I woke up and smelt food. I ran to the bathroom and threw up. This i s why i dont drink that often. Ugh. I felt someone hold my hair back. It was Tanya. Once i was done i brushed my teeth and me and Tanya walked downstairs. 

T- You okay?

Me- I really dont feel good. 

T- You never could drink. You got sick to easy. Light weight. 

Me- Shut up. Where are the girls?

T- Just went to sleep. They stayed up all night. When did the boys get back.?

Me- ......I dont know. 

T- Well imma go to the store to get some asprin. You want anything?

Me- Can you stop by Starbucks on your way back?

T- Yeah. *Leaves.* 

I sat at the counter checking my text messages when the boys came down. It took everything in me not to lay Keshaun out 'on the floor. 

Ke- Morning Momma. 

Me- Mhm. 

Ke- Aye man go upstairs so i can talk to my mom. 

De- Aight. *Leaves* 

Ke- Mom why are you mad?

Is this niqqa serious?!!

Me- You gotta be kidding me. 

I got up and went into my room. He followed of course and shut the door behind him. He sat in front of me on the bed. 

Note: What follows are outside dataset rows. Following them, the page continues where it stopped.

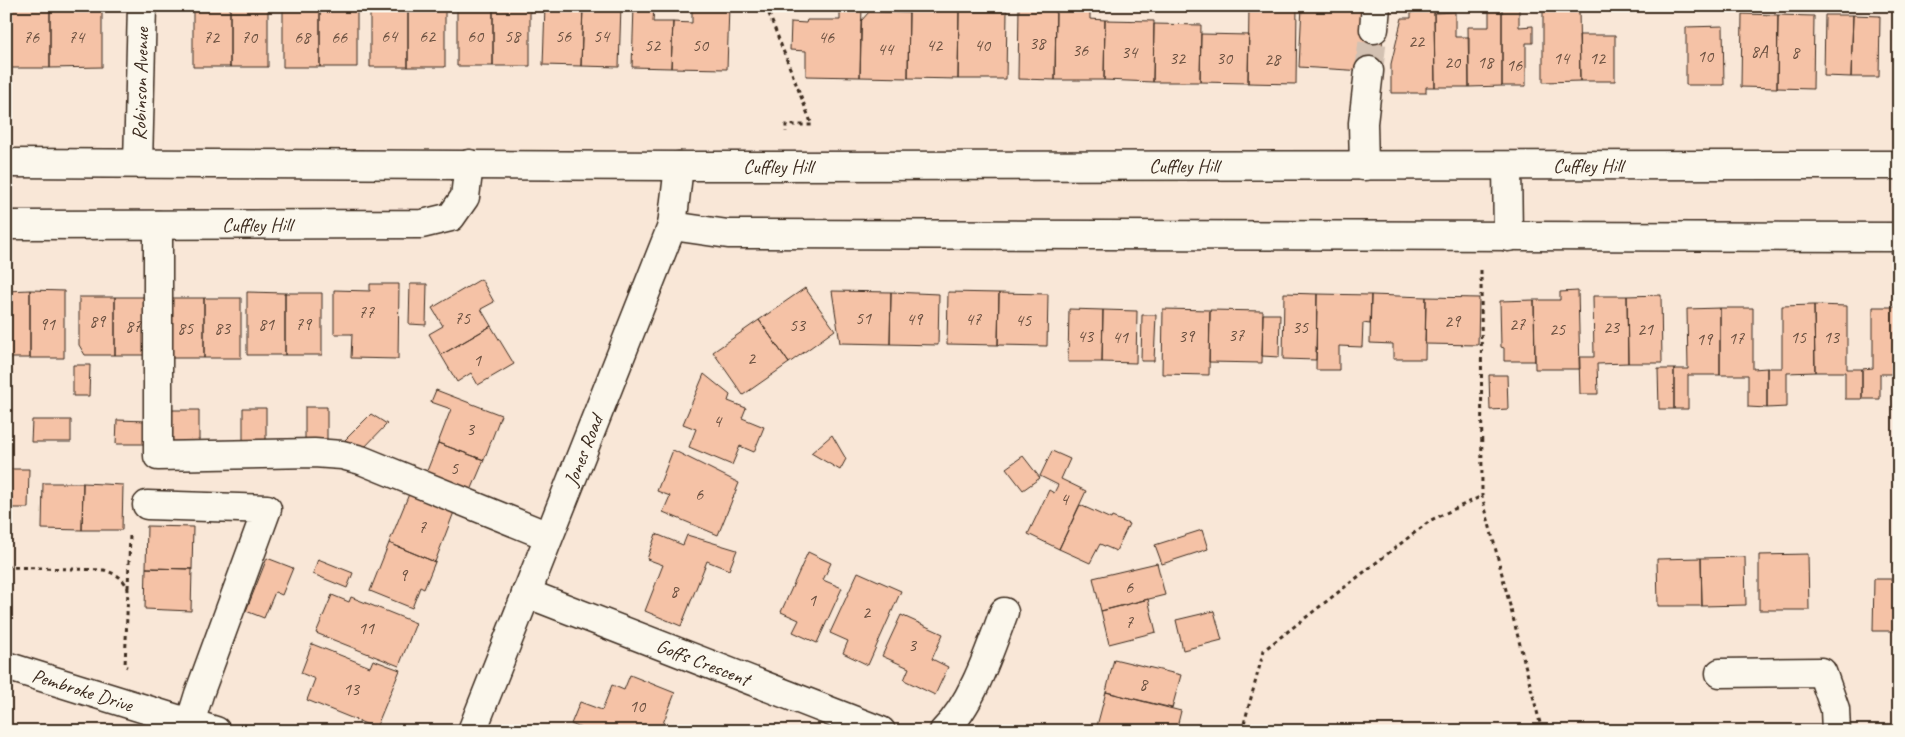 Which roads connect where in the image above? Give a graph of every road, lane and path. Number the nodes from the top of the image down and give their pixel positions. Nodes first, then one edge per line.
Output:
1 (142, 6) edge
2 (766, 6) edge
3 (1369, 71) tunnel mouth
4 (812, 125) dead end
5 (6, 163) edge
6 (138, 163) junction
7 (469, 164) junction
8 (1899, 165) edge
9 (679, 166) junction
10 (1364, 166) junction
11 (1507, 166) junction
12 (6, 225) edge
13 (158, 225) junction
14 (672, 226) junction
15 (1481, 236) junction
16 (1508, 237) junction
17 (1899, 237) edge
18 (1482, 496) junction
19 (147, 505) dead end
20 (131, 531) dead end
21 (548, 536) junction
22 (6, 567) edge
23 (128, 589) junction
24 (526, 593) junction
25 (1004, 612) dead end
26 (6, 666) edge
27 (134, 670) dead end
28 (1720, 673) dead end
29 (190, 723) junction
30 (216, 731) edge
31 (472, 731) edge
32 (881, 731) edge
33 (944, 731) edge
34 (1242, 731) edge
35 (1542, 731) edge
36 (1836, 731) edge

1 - 6 street, Robinson Avenue
2 - 4 path
3 - 10 street
5 - 6 street, Cuffley Hill
6 - 7 street, Cuffley Hill
7 - 9 street, Cuffley Hill
7 - 13 street, Cuffley Hill
8 - 11 street, Cuffley Hill
9 - 10 street, Cuffley Hill
9 - 14 street, Jones Road
10 - 11 street, Cuffley Hill
11 - 16 street
12 - 13 street, Cuffley Hill
13 - 21 street
14 - 15 street
14 - 21 street, Jones Road
15 - 16 street
15 - 18 path
16 - 17 street
18 - 34 path
18 - 35 path
19 - 29 street
20 - 23 path
21 - 24 street, Jones Road
22 - 23 path
23 - 27 path
24 - 31 street, Jones Road
24 - 32 street, Goffs Crescent
25 - 33 street
26 - 29 street, Pembroke Drive
28 - 36 street
29 - 30 street, Pembroke Drive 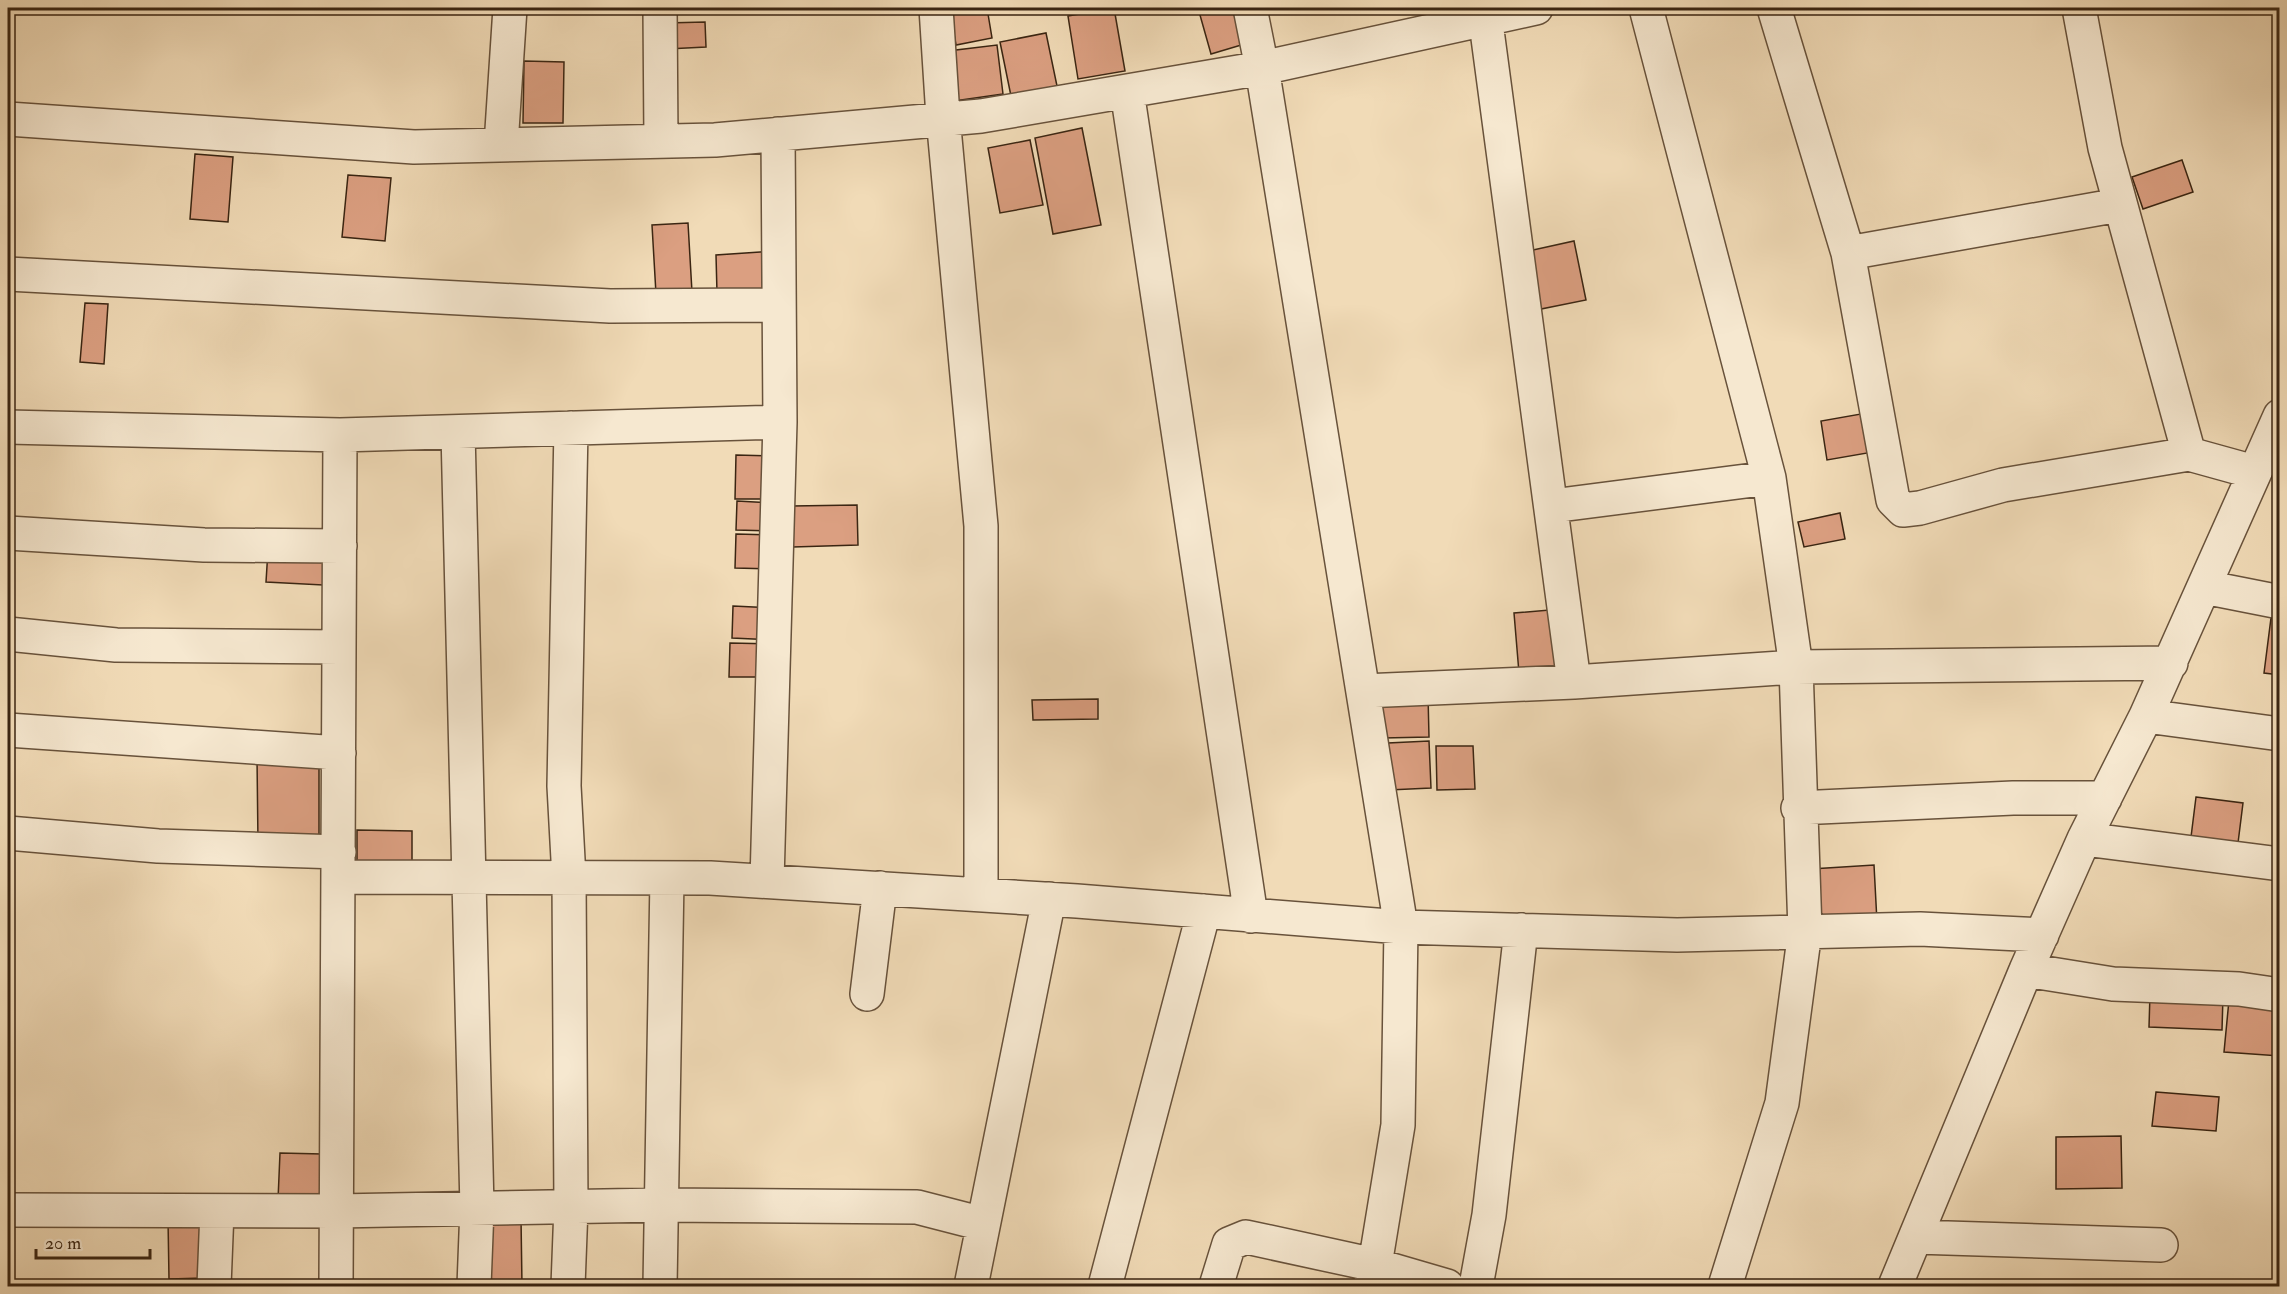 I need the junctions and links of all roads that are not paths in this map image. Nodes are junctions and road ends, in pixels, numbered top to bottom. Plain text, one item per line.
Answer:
1 (510, 8) edge
2 (660, 8) edge
3 (936, 8) edge
4 (1250, 8) edge
5 (1536, 8) edge
6 (1646, 8) edge
7 (1774, 8) edge
8 (2079, 8) edge
9 (1485, 13) edge
10 (1262, 68) junction
11 (1127, 91) junction
12 (8, 119) edge
13 (944, 120) junction
14 (778, 134) junction
15 (661, 141) junction
16 (501, 145) junction
17 (2119, 205) junction
18 (1848, 253) junction
19 (8, 274) edge
20 (778, 306) junction
21 (2280, 416) edge
22 (780, 422) junction
23 (8, 427) edge
24 (571, 428) junction
25 (459, 432) junction
26 (340, 435) junction
27 (2188, 454) junction
28 (2253, 472) junction
29 (1769, 478) junction
30 (1552, 506) junction
31 (8, 533) edge
32 (340, 546) junction
33 (2204, 587) junction
34 (2280, 602) edge
35 (8, 634) edge
36 (339, 647) junction
37 (2171, 663) junction
38 (1796, 667) junction
39 (1574, 682) junction
40 (1363, 691) junction
41 (2146, 716) junction
42 (8, 730) edge
43 (2280, 734) edge
44 (339, 753) junction
45 (2105, 798) junction
46 (1798, 808) junction
47 (8, 833) edge
48 (2084, 839) junction
49 (339, 864) junction
50 (2280, 864) edge
51 (470, 876) junction
52 (569, 878) junction
53 (667, 878) junction
54 (767, 881) junction
55 (880, 888) junction
56 (981, 894) junction
57 (1049, 899) junction
58 (1203, 911) junction
59 (1251, 916) junction
60 (1401, 927) junction
61 (1521, 930) junction
62 (1805, 931) junction
63 (2042, 935) junction
64 (2026, 970) junction
65 (867, 994) dead end
66 (2280, 995) edge
67 (659, 1205) junction
68 (571, 1207) junction
69 (477, 1208) junction
70 (8, 1210) edge
71 (217, 1211) junction
72 (337, 1211) junction
73 (983, 1224) junction
74 (1916, 1237) junction
75 (2161, 1245) dead end
76 (1372, 1276) edge
77 (214, 1287) edge
78 (336, 1287) edge
79 (474, 1287) edge
80 (568, 1287) edge
81 (660, 1287) edge
82 (971, 1287) edge
83 (1105, 1287) edge
84 (1216, 1287) edge
85 (1447, 1287) edge
86 (1476, 1287) edge
87 (1725, 1287) edge
88 (1895, 1287) edge

1 - 16 street
2 - 15 street
3 - 13 street
4 - 10 street
5 - 9 street
6 - 29 street
7 - 18 street
8 - 17 street
9 - 10 street
9 - 30 street
10 - 11 street
10 - 40 street
11 - 13 street
11 - 59 street
12 - 16 street
13 - 14 street
13 - 56 street
14 - 15 street
14 - 20 street
15 - 16 street
17 - 18 street
17 - 27 street
18 - 27 street
19 - 20 street
20 - 22 street
21 - 28 street
22 - 24 street
22 - 54 street
23 - 26 street
24 - 25 street
24 - 52 street
25 - 26 street
25 - 51 street
26 - 32 street
27 - 28 street
28 - 33 street
29 - 30 street
29 - 38 street
30 - 39 street
31 - 32 street
32 - 36 street
33 - 34 street
33 - 37 street
35 - 36 street
36 - 44 street
37 - 38 street
37 - 41 street
38 - 39 street
38 - 46 street
39 - 40 street
40 - 60 street
41 - 43 street
41 - 45 street
42 - 44 street
44 - 49 street
45 - 46 street
45 - 48 street
46 - 62 street
47 - 49 street
48 - 50 street
48 - 63 street
49 - 51 street
49 - 72 street
51 - 52 street
51 - 69 street
52 - 53 street
52 - 68 street
53 - 54 street
53 - 67 street
54 - 55 street
55 - 56 street
55 - 65 street
56 - 57 street
57 - 58 street
57 - 73 street
58 - 59 street
58 - 83 street
59 - 60 street
60 - 61 street
60 - 76 street
61 - 62 street
61 - 86 street
62 - 63 street
62 - 87 street
63 - 64 street
64 - 66 street
64 - 74 street
67 - 68 street
67 - 73 street
67 - 81 street
68 - 69 street
68 - 80 street
69 - 72 street
69 - 79 street
70 - 71 street
71 - 72 street
71 - 77 street
72 - 78 street
73 - 82 street
74 - 75 street
74 - 88 street
76 - 84 street
76 - 85 street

Ke- Mom please talk to me. 

Me- Keshaun why?

He looked ashamed of himself. Almost to the point i felt bad i didnt want my baby boy to be sad but he needs his ass whooped for smoking!!!

Ke- I-I- I dont know. 

Me- Boy your just like your dad. When you stutter you be lyin. So why did you do it?

Ke- *Sighs* Cuz I miss dad. I miss yall being together and us being one big happy family. That was the only way to get it off my chest. 

I started to get teary eyed. It was my fault. He was upset with me and Craig. Im such a bad mom. 

Me- Keshaun you know thats what put your father where he is. And i dont wanna loose you to that shit like i did him. *Starts to cry.* 

Ke- Mom please dont cry. *Hugs me* Mom you aint gonna loose me. Im not goin no where. 

Me- *Pulls away* Then promise me that you wont smoke no more.

Ke- Bu-

Me- If your upset you can come to me and talk about it. 

Ke- Okay ma. 

I hugged him. I really didnt wanna let go. Just the thought of loosing my baby killed me. 

Me- I love you. 

Ke- I love you too momma. And i promise. 

Me- *Smiles* Okay. Now get out so i can get dressed.